最重要ポイント:X-Y-Z Formulaで実績を数値化する
外資系IT企業が最も重視するのが「定量的な実績表現」です。Googleが推奨する「X-Y-Z Formula」は非常に有効です。
フォーマット: “Accomplished [X] as measured by [Y], by doing [Z].”
| NG(数値なし) | OK(X-Y-Z Formula使用) |
|---|---|
| Managed a team to improve system performance. | Reduced API response time by 40% (from 800ms to 480ms) by optimizing database queries and introducing Redis caching. |
| Led sales activities and exceeded targets. | Grew enterprise ARR from ¥120M to ¥210M (75% increase) in FY2025 by developing 3 new strategic accounts. |
| Worked on product development. | Launched a new payment feature that increased checkout completion rate by 22%, generating ¥50M in incremental annual revenue. |
| Managed marketing campaigns. | Drove 3.2x improvement in MQL-to-SQL conversion rate through A/B testing of 12 email campaigns over 6 months. |
私の知人で外資系の有名テック企業に転職した方は、「以前の職務経歴書は全部ふわっとした表現だったけど、X-Y-Z Formulaに書き直したら書類通過率が格段に上がった」と言っていました。それほど効果がある手法です。
職種別:外資系IT英語レジュメ作成のポイント
エンジニア(Software Engineer)
- GitHubのリポジトリURLを必ず記載(コードの質が見られる)
- 技術スタックは具体的に(「プログラミング」ではなく「Python 3.x, Django 4.x, PostgreSQL」)
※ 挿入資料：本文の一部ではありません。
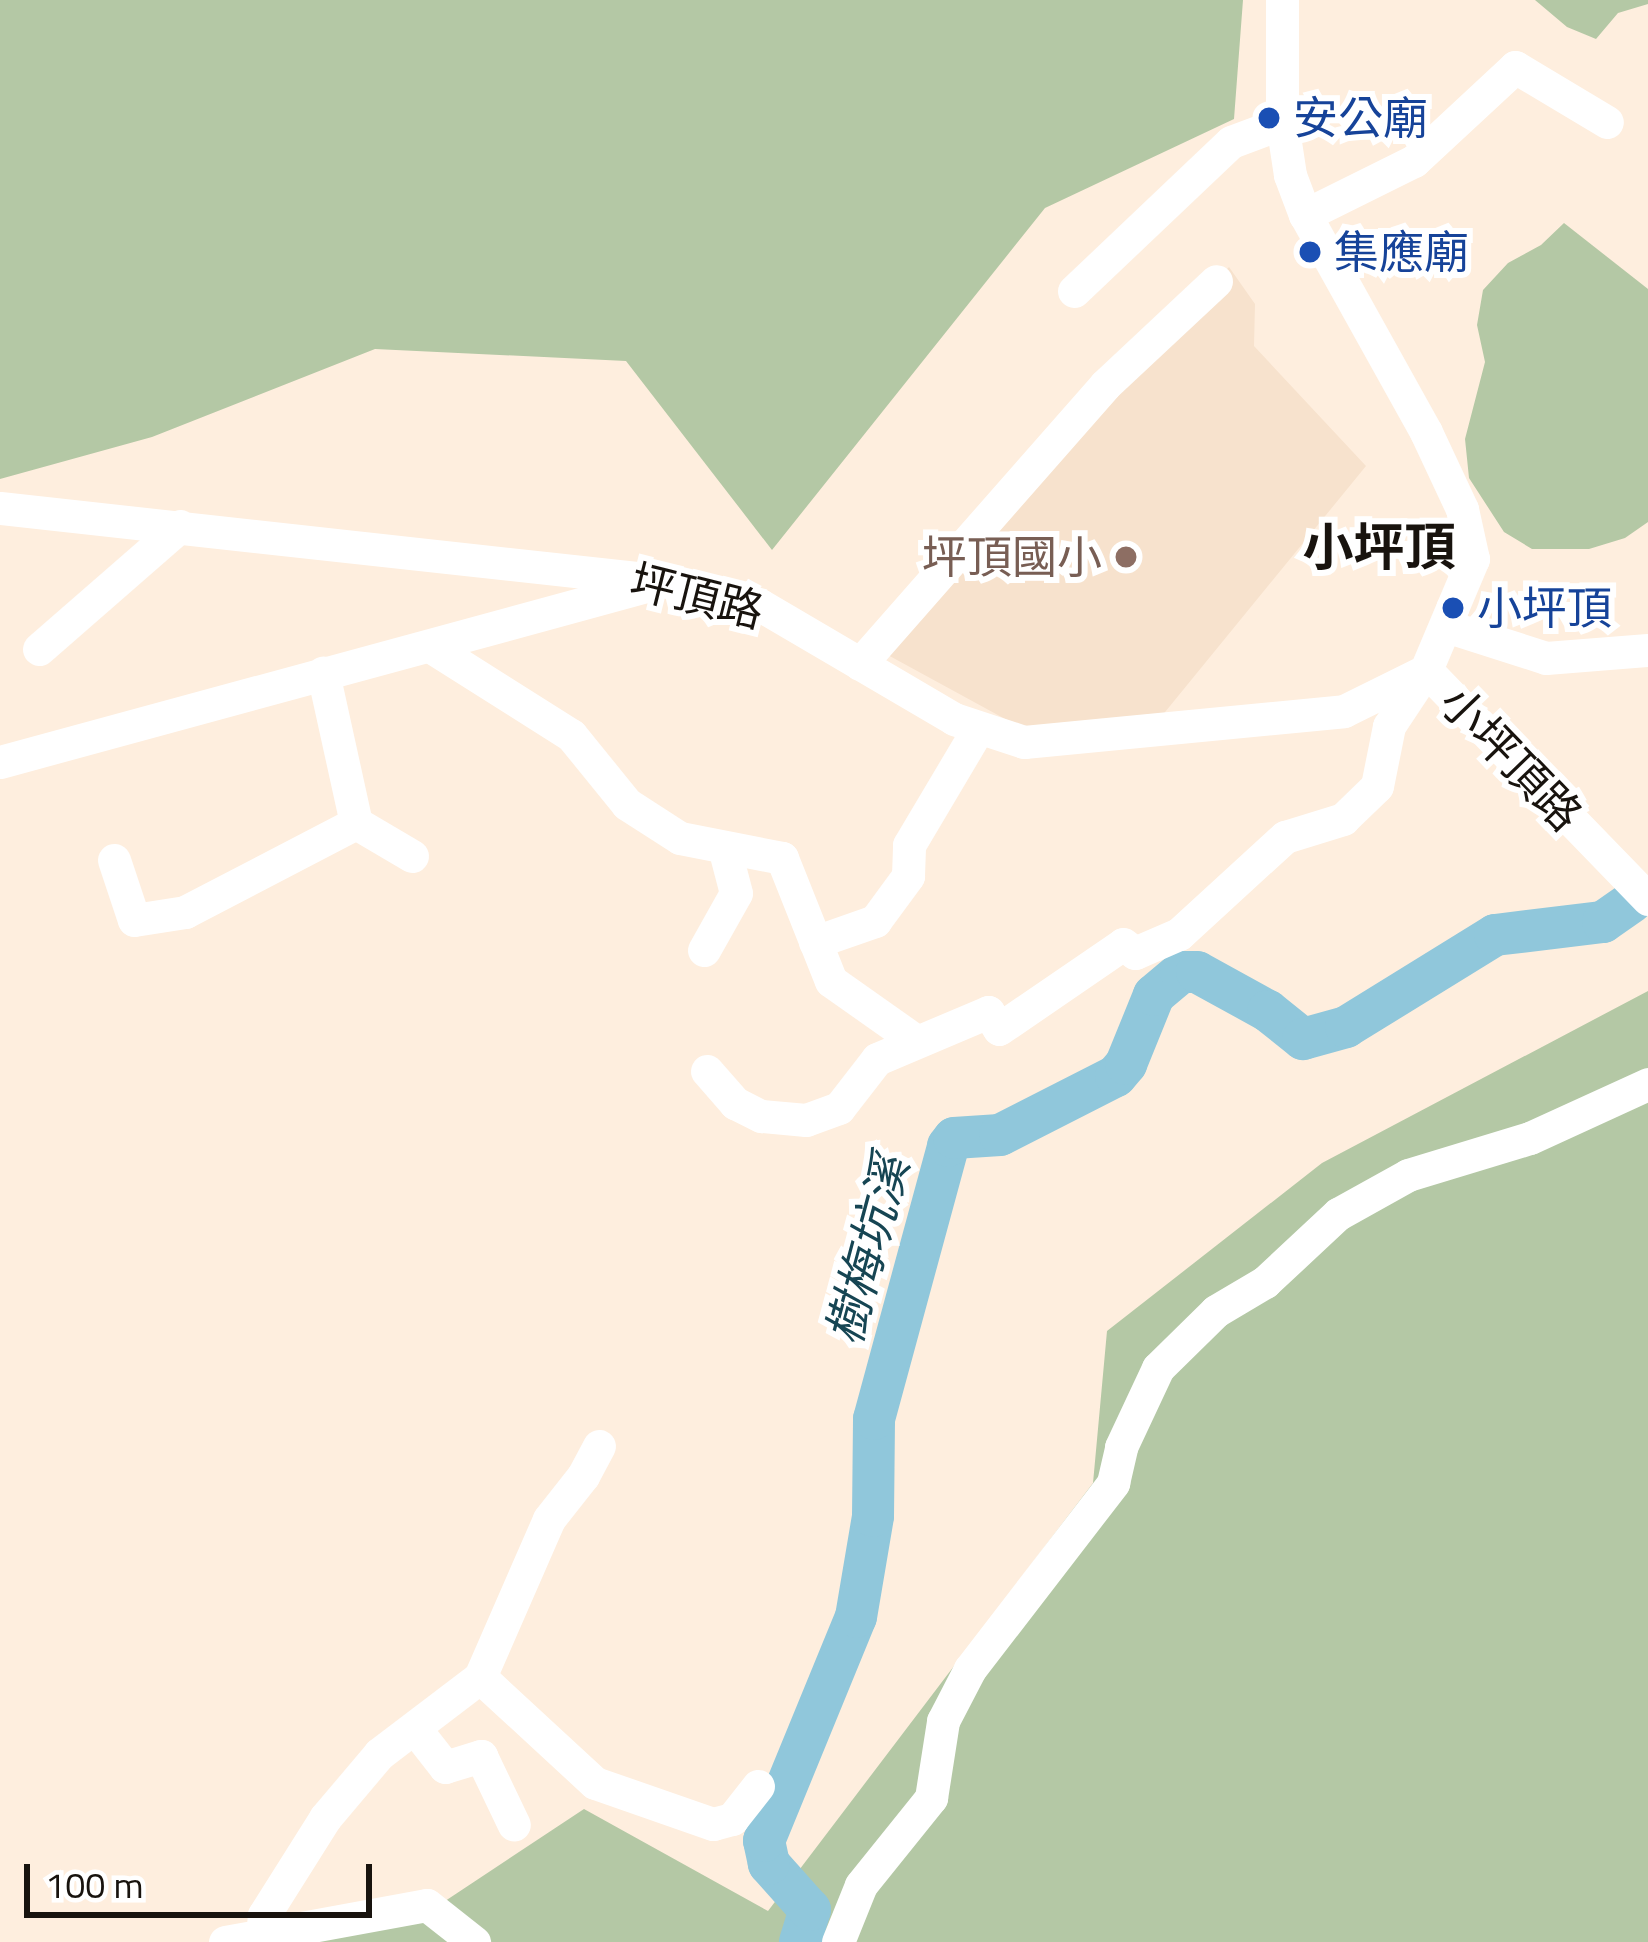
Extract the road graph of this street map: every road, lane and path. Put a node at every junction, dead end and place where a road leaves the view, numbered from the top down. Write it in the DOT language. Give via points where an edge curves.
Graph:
graph roads {
  1 [pos="1282,0"];
  2 [pos="1606,122"];
  3 [pos="1282,123"];
  4 [pos="1304,215"];
  5 [pos="1216,281"];
  6 [pos="1074,291"];
  7 [pos="0,508"];
  8 [pos="180,526"];
  9 [pos="587,572"];
  10 [pos="664,581"];
  11 [pos="570,610"];
  12 [pos="1446,626"];
  13 [pos="430,646"];
  14 [pos="40,649"];
  15 [pos="1648,650"];
  16 [pos="860,664"];
  17 [pos="1426,670"];
  18 [pos="323,673"];
  19 [pos="978,729"];
  20 [pos="0,762"];
  21 [pos="356,823"];
  22 [pos="725,850"];
  23 [pos="412,856"];
  24 [pos="114,860"];
  25 [pos="1648,899"];
  26 [pos="815,942"];
  27 [pos="704,950"];
  28 [pos="916,1042"];
  29 [pos="707,1071"];
  30 [pos="1648,1084"];
  31 [pos="598,1446"];
  32 [pos="479,1677"];
  33 [pos="416,1730"];
  34 [pos="758,1786"];
  35 [pos="514,1825"];
  36 [pos="262,1937"];
  37 [pos="225,1942"];
  38 [pos="474,1942"];
  39 [pos="838,1942"];
  1 -- 3 [label="street, 小坪頂路"];
  2 -- 4 [label="street" via="1515,67 1414,161"];
  3 -- 4 [label="street, 小坪頂路"];
  3 -- 6 [label="street" via="1232,142"];
  4 -- 12 [label="street, 小坪頂路" via="1462,509 1473,559"];
  5 -- 16 [label="street" via="1105,385"];
  7 -- 8 [label="street, 坪頂路"];
  8 -- 9 [label="street, 坪頂路"];
  8 -- 14 [label="street"];
  9 -- 10 [label="street, 坪頂路"];
  9 -- 11 [label="street"];
  10 -- 11 [label="street"];
  10 -- 16 [label="street, 坪頂路" via="760,604"];
  11 -- 13 [label="street"];
  12 -- 15 [label="street" via="1546,658"];
  12 -- 17 [label="street, 小坪頂路"];
  13 -- 18 [label="street"];
  13 -- 22 [label="street" via="571,735 627,804 680,838"];
  16 -- 19 [label="street, 坪頂路"];
  17 -- 19 [label="street, 坪頂路" via="1344,712 1024,742"];
  17 -- 25 [label="street, 小坪頂路"];
  17 -- 28 [label="street" via="1389,726 1377,786 1343,819 1285,837 1179,934 1135,953 1123,944 1000,1029 988,1012"];
  18 -- 20 [label="street"];
  18 -- 21 [label="street"];
  19 -- 26 [label="street" via="909,845 908,875 875,921"];
  21 -- 23 [label="street"];
  21 -- 24 [label="street" via="168,915 134,920"];
  22 -- 26 [label="street" via="782,858"];
  22 -- 27 [label="street" via="736,892"];
  26 -- 28 [label="street" via="831,981"];
  28 -- 29 [label="street" via="877,1058 839,1108 806,1120 761,1116"];
  30 -- 39 [label="street" via="1531,1138 1408,1175 1338,1214 1265,1282 1216,1311 1158,1369 1120,1447 1113,1483 970,1669 943,1721 931,1798 861,1885"];
  31 -- 32 [label="street" via="548,1519"];
  32 -- 33 [label="street"];
  32 -- 34 [label="street" via="595,1783 713,1824 732,1819"];
  33 -- 35 [label="street" via="445,1767 481,1756"];
  33 -- 36 [label="street" via="379,1754 325,1818 264,1915"];
  36 -- 37 [label="street"];
  36 -- 38 [label="street" via="427,1905"];
}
- システムのスケール感を示す(「月間アクティブユーザー100万人のサービス」等)
- OSS貢献経験があれば強調
プロダクトマネージャー(PM/PdM)
- ビジネス指標への影響(KPI改善数値)を中心に記述
- ユーザーリサーチ・仮説設定・A/Bテストのサイクルを具体的に
- ステークホルダーマネジメントの経験(エンジニア・デザイン・経営層との折衝)
- 得意な領域(B2B SaaS、EC、モバイル等)を明示
営業・アカウントエグゼクティブ(Sales/AE)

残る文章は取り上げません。